The Industrial Revolution in the 18th century confused everyone even more. Inundated by foreign products, the Elite lacked central authority to dictate what was good. Everyone became a wanderer in the sea of consumption.
Sound familiar?
The second wave of Taste Democratization is now.
The age of the internet makes everyone a tastemaker. With all the new access we have we are trying desperately not to drown. The best of us are barely above water.
But, why is it, that with all the resources at our disposable, we still find it difficult to find things for ourselves?
finding the signal
When given the task of being your own tastemaker, most often than not, we fail. The sad truth is, we still seek a signal that our Taste is laudable. Like bright red ribbons tied to trees, our self concept aches for an indicator that we are on the right path.
In an era where authenticity is currency, the pressure to build your own paradigm is paralyzing. We’ve gone as far as to convince ourselves that it isn’t worth our time.
Taste, however, doesn’t just stop at the arts. It extends into our politics, our relationships, and ultimately the things and people we choose to keep in our lives.
While we strive to craft our own tastes, we also crave external validation — looking to others to tell us our Taste is “correct", current, and since the 18th century, virtuous.
That’s precisely why virtue signalers are so up right now.
They basically got the green light to give us the green light on just about everything. We currently think the opposite of the 18th, that someone with virtue is someone with good Taste. God forbid a girl has interests outside of saving the world and being the beacon of everything good!
Virtue has become an aesthetic, and we are performing belief in order to belong. In the absence of stable cultural authorities (yay cancel culture), signals are legible and socially rewarding.
It is a moral scaffolding that makes us feel like we are in the encampments when we really are just photographers of the scene.
Broadcasting alignment is the new cheat code.
getting cancelled
Virtuousness is binary. You’re either good or you’re absolutely not.
Nuance has no room here, and we are stuck being forced to choose between being tasteful or being utter garbage, trash, worst person in the world.
Shortcuts thrive here. We don’t care about if we are actually in the right because our fear becomes displaced. We aren’t afraid of being stupid, just that people might think we are.
So we steal.
Let’s also talk about the fact that we lack varied curators nowadays too. Why is everyone linking me to the same songs? The same films? The same bloomers everyone and their mom is wearing? Even our guides are scared of their cancellation arc. (Part 2 on this soon ;) )
Realistically, how are we supposed to be tastemakers when we are all just searching for a signal that might never come?
we can’t critique anymore
When Immanuel Kant said that Taste is meant to be critiqued, deliberated, and reasoned he was not lying.
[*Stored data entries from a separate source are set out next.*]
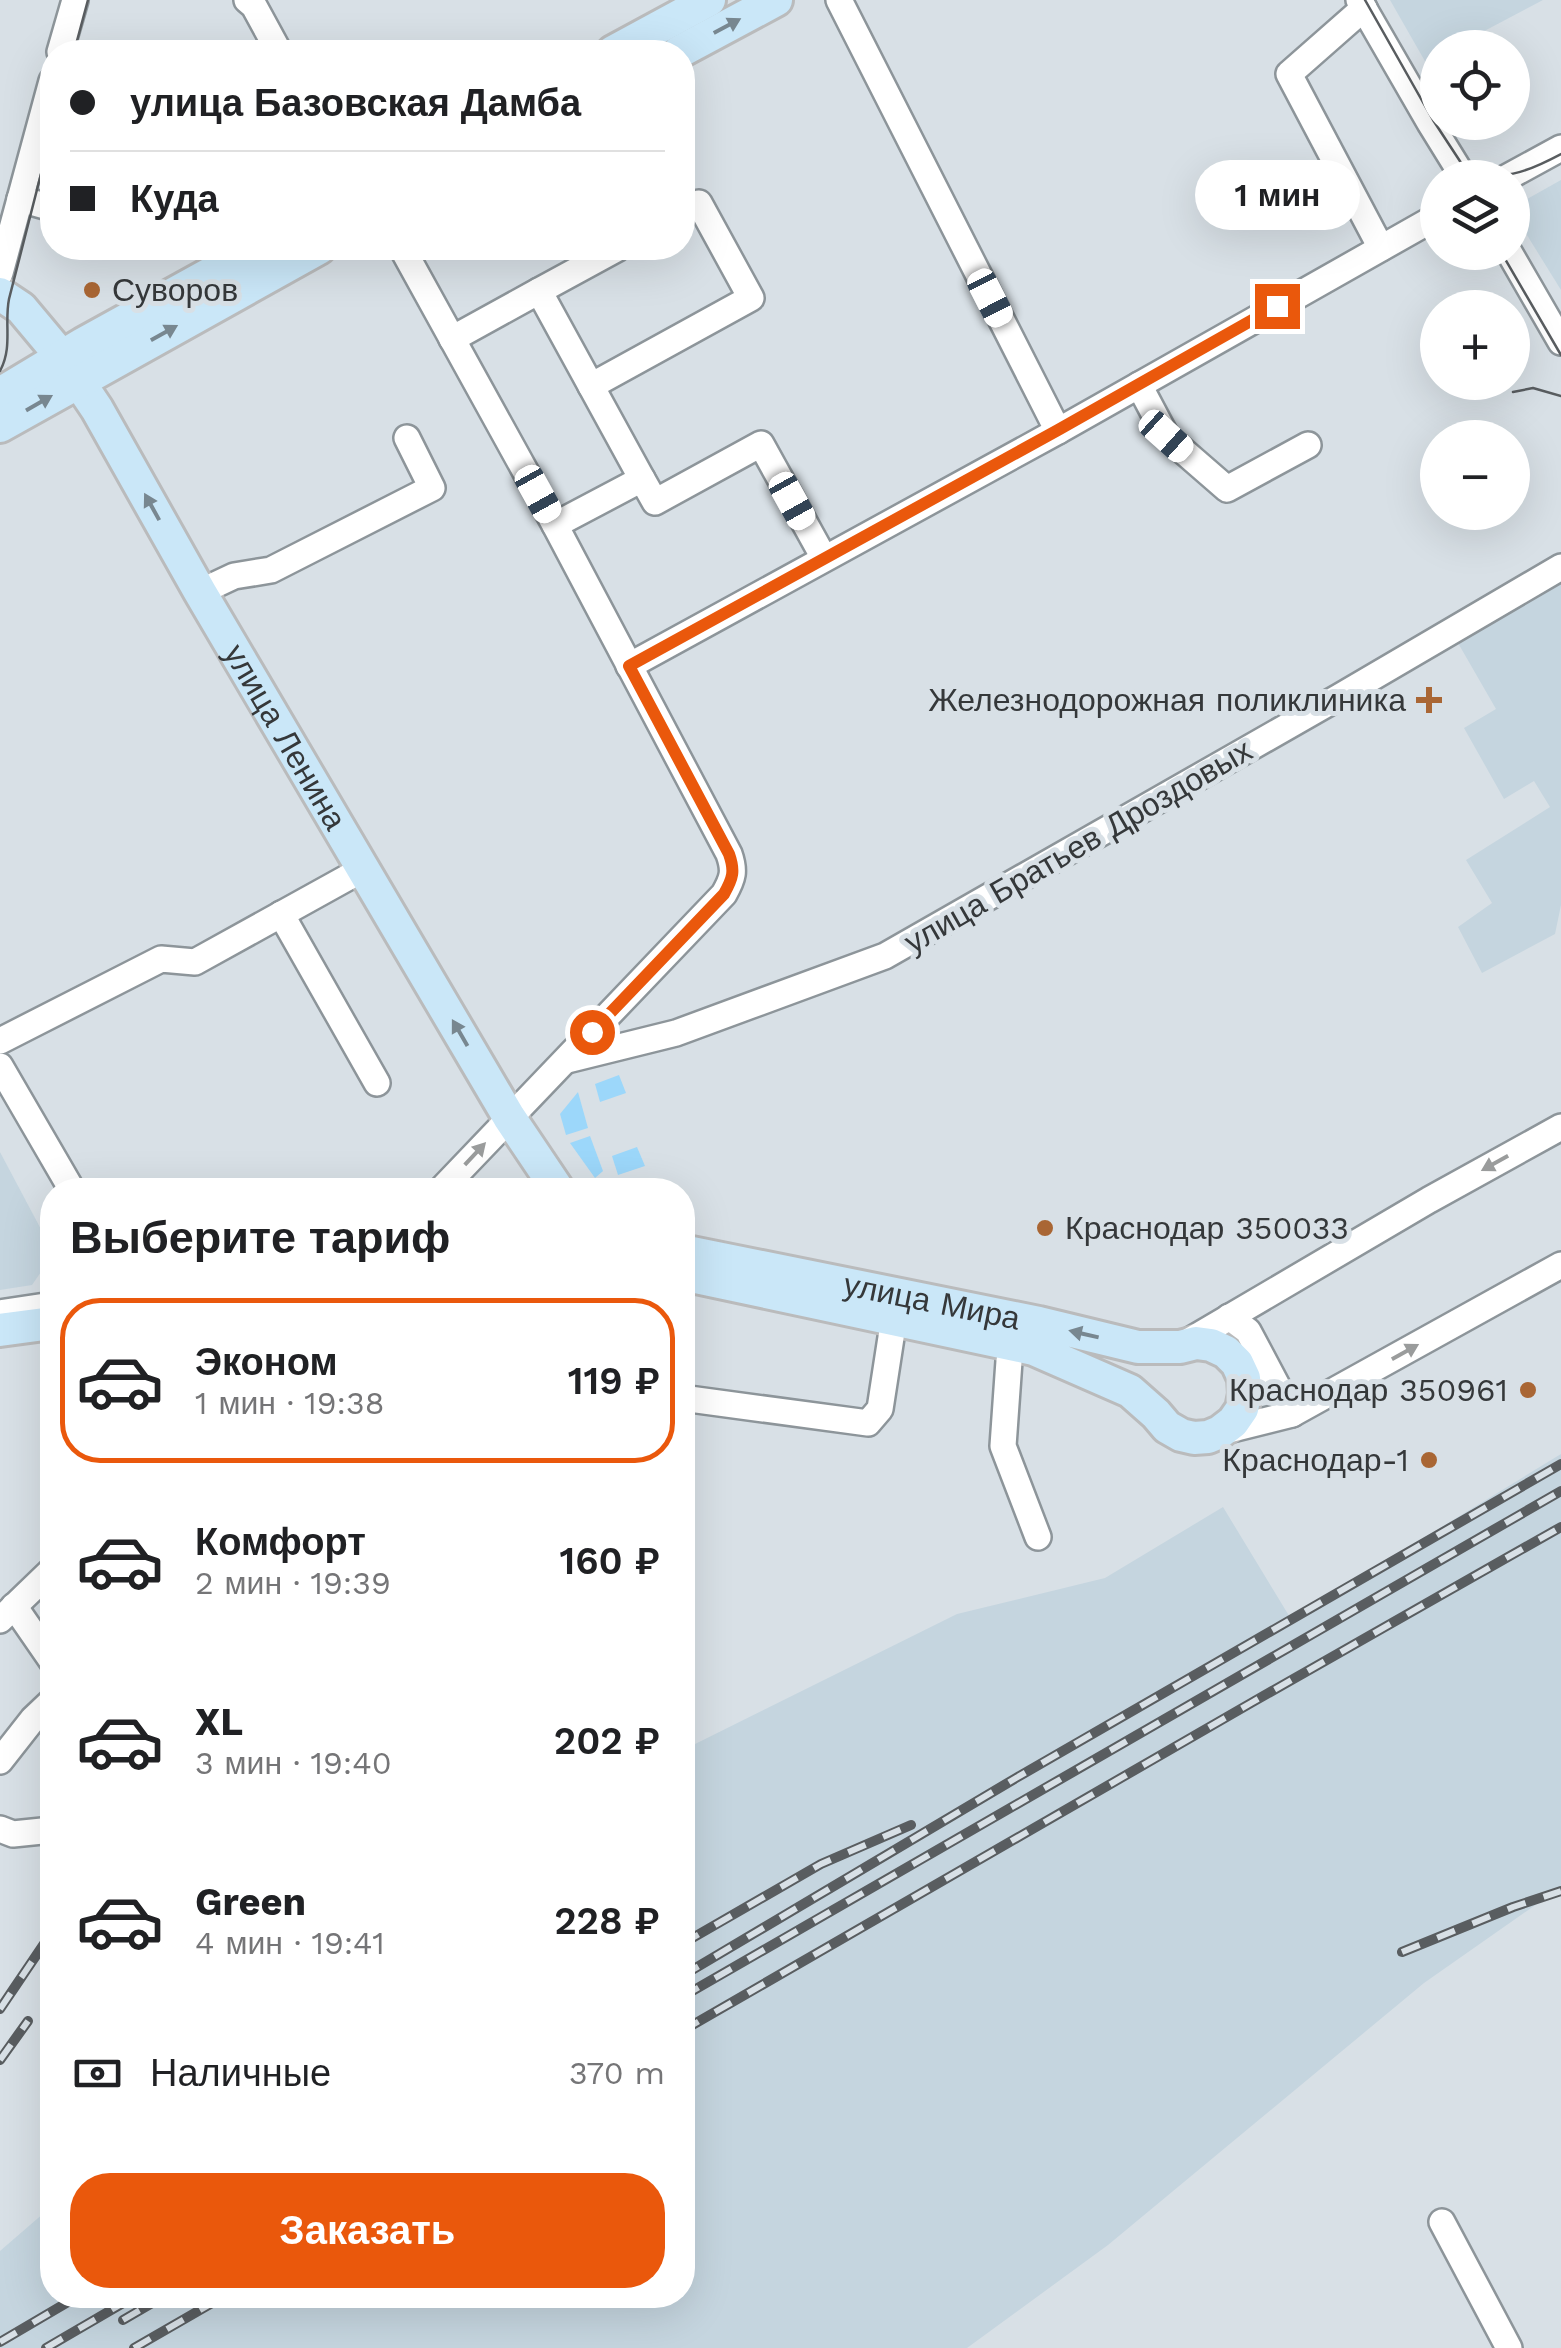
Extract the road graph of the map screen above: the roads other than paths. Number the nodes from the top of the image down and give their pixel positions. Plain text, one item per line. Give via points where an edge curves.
1 (75, 0) edge
2 (248, 0) edge
3 (709, 0) edge
4 (776, 0) edge
5 (840, 0) edge
6 (1361, 4) edge
7 (63, 40) edge
8 (272, 40) edge
9 (634, 40) edge
10 (695, 43) edge
11 (40, 125) edge
12 (1561, 148) edge
13 (1453, 160) edge
14 (1530, 165) edge
15 (20, 199) junction
16 (40, 205) edge
17 (695, 205) edge
18 (1420, 226) edge
19 (1381, 248) junction
20 (238, 260) edge
21 (294, 260) edge
22 (409, 260) edge
23 (596, 260) edge
24 (1519, 270) edge
25 (0, 272) edge
26 (538, 291) junction
27 (0, 294) edge
28 (452, 339) junction
29 (1561, 342) edge
30 (70, 369) junction
31 (1139, 384) junction
32 (591, 386) junction
33 (0, 394) edge
34 (0, 426) edge
35 (1058, 430) junction
36 (407, 438) dead end
37 (1308, 444) dead end
38 (642, 479) junction
39 (555, 525) junction
40 (824, 558) junction
41 (1561, 567) edge
42 (200, 592) junction
43 (629, 666) junction
44 (363, 869) junction
45 (281, 914) junction
46 (0, 1041) edge
47 (566, 1060) junction
48 (0, 1066) edge
49 (377, 1083) dead end
50 (510, 1118) junction
51 (1561, 1127) edge
52 (65, 1178) edge
53 (452, 1178) edge
54 (550, 1178) edge
55 (695, 1254) edge
56 (1561, 1265) edge
57 (695, 1277) edge
58 (40, 1307) edge
59 (0, 1313) edge
60 (894, 1318) junction
61 (1229, 1318) junction
62 (40, 1325) edge
63 (0, 1330) edge
64 (1013, 1344) junction
65 (1180, 1346) junction
66 (695, 1400) edge
67 (1156, 1414) junction
68 (1292, 1414) junction
69 (1220, 1432) junction
70 (1038, 1537) dead end
71 (40, 1581) edge
72 (7, 1613) edge
73 (40, 1648) edge
74 (40, 1712) edge
75 (0, 1761) edge
76 (0, 1829) edge
77 (40, 1831) edge
78 (1442, 2222) dead end
79 (1508, 2348) edge

1 - 7 street
2 - 8 street
3 - 9 main road
10 -> 4 main road
5 - 35 street
6 - 13 street
6 - 19 street via 1289,74
11 - 15 street
12 - 14 street
15 - 16 street
15 - 25 street
17 - 32 street via 751,298
18 - 19 street
19 - 31 street
20 - 30 main road
30 -> 21 main road
22 - 28 street
23 - 26 street
24 - 29 street
26 - 28 street
26 - 32 street
27 - 30 main road, улица Ленина via 21,308
28 - 39 street
30 - 33 main road
34 -> 30 main road
42 -> 30 main road, улица Ленина
31 - 35 street
31 - 37 street via 1166,436 1226,489
32 - 38 street
35 - 40 street
36 - 42 street via 432,488 272,570 234,576
38 - 39 street
38 - 40 street via 655,502 761,444
39 - 43 street
40 - 43 street
41 - 47 street, улица Братьев Дроздовых via 885,956 676,1033
42 - 44 main road, улица Ленина
43 - 47 street via 734,870 724,894
44 - 45 street
50 -> 44 main road, улица Ленина
45 - 46 street via 195,962 161,959
45 - 49 street
47 - 50 street
48 - 52 street
53 -> 50 street
50 - 54 main road, улица Ленина
51 -> 61 street
65 -> 55 main road, улица Мира via 1138,1346
68 -> 56 street
57 - 60 main road, улица Мира
58 - 59 street
60 - 64 main road, улица Мира
60 - 66 street via 880,1409 868,1423
61 - 65 street
61 - 68 street via 1248,1331
62 - 63 main road
64 - 67 main road, улица Мира via 1130,1391
64 - 70 street via 1003,1446
65 - 67 main road via 1152,1375
65 - 69 main road via 1212,1345 1226,1352 1244,1378 1242,1409
67 - 69 main road via 1181,1435
68 - 69 street
71 - 72 street
72 - 73 street
74 - 75 street
76 - 77 street
78 - 79 street

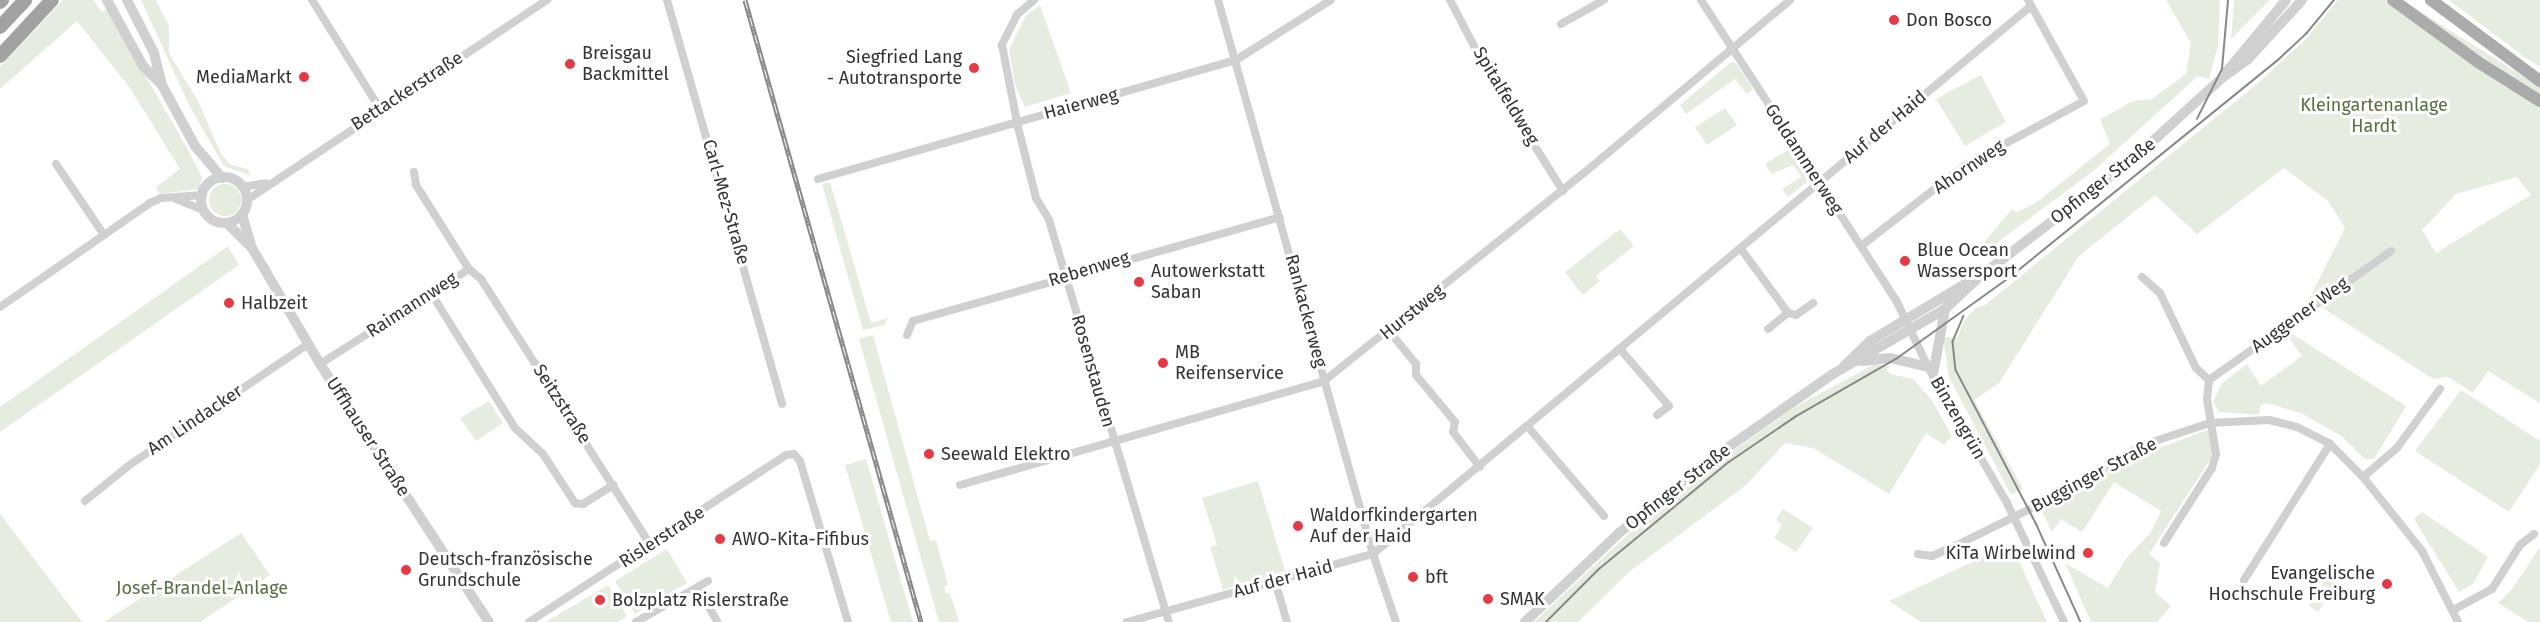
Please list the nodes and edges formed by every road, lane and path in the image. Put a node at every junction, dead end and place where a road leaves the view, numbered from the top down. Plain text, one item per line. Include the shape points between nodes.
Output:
1 (25, 0) edge
2 (52, 0) edge
3 (107, 0) edge
4 (127, 0) edge
5 (312, 0) edge
6 (547, 0) edge
7 (667, 0) edge
8 (1034, 0) edge
9 (1218, 0) edge
10 (1331, 0) edge
11 (1450, 0) edge
12 (1604, 0) edge
13 (1701, 0) edge
14 (1790, 0) edge
15 (2286, 0) edge
16 (2302, 0) edge
17 (2393, 0) edge
18 (2431, 0) edge
19 (2030, 3) edge
20 (1561, 24) dead end
21 (0, 27) edge
22 (1733, 48) junction
23 (0, 56) edge
24 (1236, 60) junction
25 (2222, 78) junction
26 (2540, 81) edge
27 (162, 85) junction
28 (2540, 101) edge
29 (380, 109) junction
30 (1019, 121) junction
31 (195, 146) junction
32 (56, 164) dead end
33 (414, 172) dead end
34 (222, 178) junction
35 (818, 179) dead end
36 (1819, 182) junction
37 (268, 183) junction
38 (242, 186) junction
39 (205, 190) junction
40 (1563, 190) junction
41 (176, 199) junction
42 (247, 200) junction
43 (205, 211) junction
44 (242, 214) junction
45 (1280, 217) junction
46 (227, 223) junction
47 (104, 235) junction
48 (1861, 246) junction
49 (252, 248) junction
50 (1741, 249) junction
51 (2391, 251) dead end
52 (469, 269) junction
53 (1065, 277) junction
54 (2142, 277) dead end
55 (1978, 278) junction
56 (431, 293) junction
57 (1813, 303) dead end
58 (0, 307) edge
59 (1945, 309) junction
60 (1788, 313) junction
61 (1907, 323) junction
62 (1768, 329) dead end
63 (1389, 331) junction
64 (908, 335) dead end
65 (308, 344) junction
66 (1620, 349) junction
67 (1859, 362) junction
68 (320, 364) junction
69 (1844, 366) junction
70 (1930, 371) junction
71 (2209, 380) junction
72 (1324, 381) junction
73 (2440, 389) dead end
74 (782, 404) dead end
75 (1657, 415) dead end
76 (2210, 423) junction
77 (1528, 427) junction
78 (1114, 443) junction
79 (2330, 444) junction
80 (1480, 467) junction
81 (2363, 477) junction
82 (613, 485) junction
83 (960, 485) dead end
84 (85, 501) dead end
85 (1604, 516) dead end
86 (2013, 516) junction
87 (2534, 534) dead end
88 (2164, 543) dead end
89 (650, 544) junction
90 (1373, 554) junction
91 (1918, 554) dead end
92 (2244, 580) dead end
93 (708, 581) dead end
94 (1275, 581) junction
95 (698, 588) junction
96 (2455, 609) junction
97 (1166, 610) junction
98 (489, 622) edge
99 (529, 622) edge
100 (636, 622) edge
101 (718, 622) edge
102 (848, 622) edge
103 (1127, 622) edge
104 (1169, 622) edge
105 (1287, 622) edge
106 (1396, 622) edge
107 (1525, 622) edge
108 (2064, 622) edge
109 (2458, 622) edge

1 - 21 highway
2 - 23 highway
3 - 27 street via 143,66
4 - 27 street via 154,53
5 - 29 street
6 - 29 street, Bettackerstraße
7 - 74 street, Carl-Mez-Straße
8 - 30 street, Rosenstauden via 1009,27 1002,45
9 - 24 street, Rankackerweg
10 - 24 street, Haierweg
11 - 40 street, Spitalfeldweg via 1483,63
12 - 20 street
13 - 22 street, Goldammerweg
14 - 22 street, Hurstweg
15 - 25 street, Opfinger Straße via 2234,58
16 - 25 street, Opfinger Straße via 2259,48
17 - 28 main road
18 - 26 main road
19 - 36 street, Auf der Haid
19 - 48 street, Ahornweg via 2084,101 1964,166
22 - 36 street, Goldammerweg
22 - 40 street, Hurstweg
24 - 30 street, Haierweg
24 - 45 street, Rankackerweg
25 - 55 street, Opfinger Straße via 2132,160
27 - 31 street
29 - 37 street, Bettackerstraße
30 - 35 street, Haierweg
30 - 53 street, Rosenstauden via 1017,127 1036,198 1049,220
31 - 34 street
31 - 39 street
32 - 47 street
33 - 52 street, Raimannweg via 416,185
34 - 38 street
34 - 39 street
36 - 48 street, Goldammerweg
36 - 50 street, Auf der Haid
37 - 38 street, Bettackerstraße
37 - 42 street, Bettackerstraße
38 - 42 street
39 - 41 street
39 - 43 street
40 - 63 street, Hurstweg
41 - 43 street
41 - 47 street via 155,200
42 - 44 street
43 - 46 street, Uffhauser Straße via 216,221
44 - 46 street
44 - 49 street, Uffhauser Straße
45 - 53 street, Rebenweg
45 - 72 street, Rankackerweg
46 - 49 street, Uffhauser Straße
47 - 58 street
48 - 61 street, Goldammerweg
49 - 65 street, Uffhauser Straße
50 - 60 street
50 - 66 street, Auf der Haid
51 - 71 street, Auggener Weg
52 - 56 street, Raimannweg
52 - 82 street, Seitzstraße via 481,279
53 - 64 street, Rebenweg via 913,321
53 - 78 street, Rosenstauden
54 - 71 street via 2160,293 2196,368
55 - 59 street, Opfinger Straße
55 - 61 street, Opfinger Straße
56 - 68 street, Raimannweg
56 - 82 street via 515,428 543,454 575,503 583,504
57 - 60 street via 1796,315
59 - 61 street, Opfinger Straße
59 - 70 street
60 - 62 street
61 - 67 street, Opfinger Straße
61 - 69 street, Opfinger Straße via 1855,354
61 - 70 street, Binzengrün
63 - 72 street, Hurstweg
63 - 80 street via 1416,364 1416,375 1455,422 1453,432
65 - 68 street, Uffhauser Straße
65 - 84 street, Am Lindacker via 128,466
66 - 75 street via 1669,406
66 - 77 street, Auf der Haid
67 - 69 street, Opfinger Straße
67 - 70 street via 1890,358
68 - 98 street, Uffhauser Straße
69 - 107 street, Opfinger Straße via 1672,489
70 - 86 street, Binzengrün
71 - 76 street
72 - 78 street, Hurstweg
72 - 90 street, Rankackerweg
73 - 81 street via 2397,448
76 - 79 street, Bugginger Straße via 2269,420 2297,427
76 - 86 street, Bugginger Straße via 2143,444
76 - 88 street via 2217,446 2212,468
77 - 80 street, Auf der Haid
77 - 85 street
78 - 83 street, Hurstweg
78 - 97 street, Rosenstauden
79 - 81 street, Bugginger Straße
79 - 92 street
80 - 90 street, Auf der Haid
81 - 96 street, Bugginger Straße via 2422,551
82 - 89 street, Seitzstraße
86 - 91 street via 1942,552
86 - 108 street, Binzengrün
87 - 96 street via 2520,545 2492,590
89 - 99 street, Rislerstraße
89 - 102 street, Rislerstraße via 786,455 794,454 800,461
90 - 94 street, Auf der Haid
90 - 106 street, Rankackerweg
93 - 95 street
94 - 97 street, Auf der Haid
94 - 105 street
95 - 100 street
95 - 101 street
96 - 109 street, Bugginger Straße
97 - 103 street, Auf der Haid
97 - 104 street, Rosenstauden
We just kant do that.
Patience thin as a g-string, we lack the willingness to deliberate and critique: something The Democratization of Taste necessitates. Everyone is shitting on Katie Fang’s Coachella Day 1 outfit (it wasn’t even that bad), everyone’s a Cory Booker lobbyist, and everyone suddenly is okay with Trisha Paytas cause she’s likeable(?) We overcorrect by navigating to the extremes.
The signal is what we seek to see if we are at the right pole. Platforms like TikTok are at an all-time high because we effectively dissect every individual experience we have. The phrase “I’ve never had an original thought” prevails as a proverbial hand-raise from you in the audience.
You need to be validated on stage before you give credence to your own life.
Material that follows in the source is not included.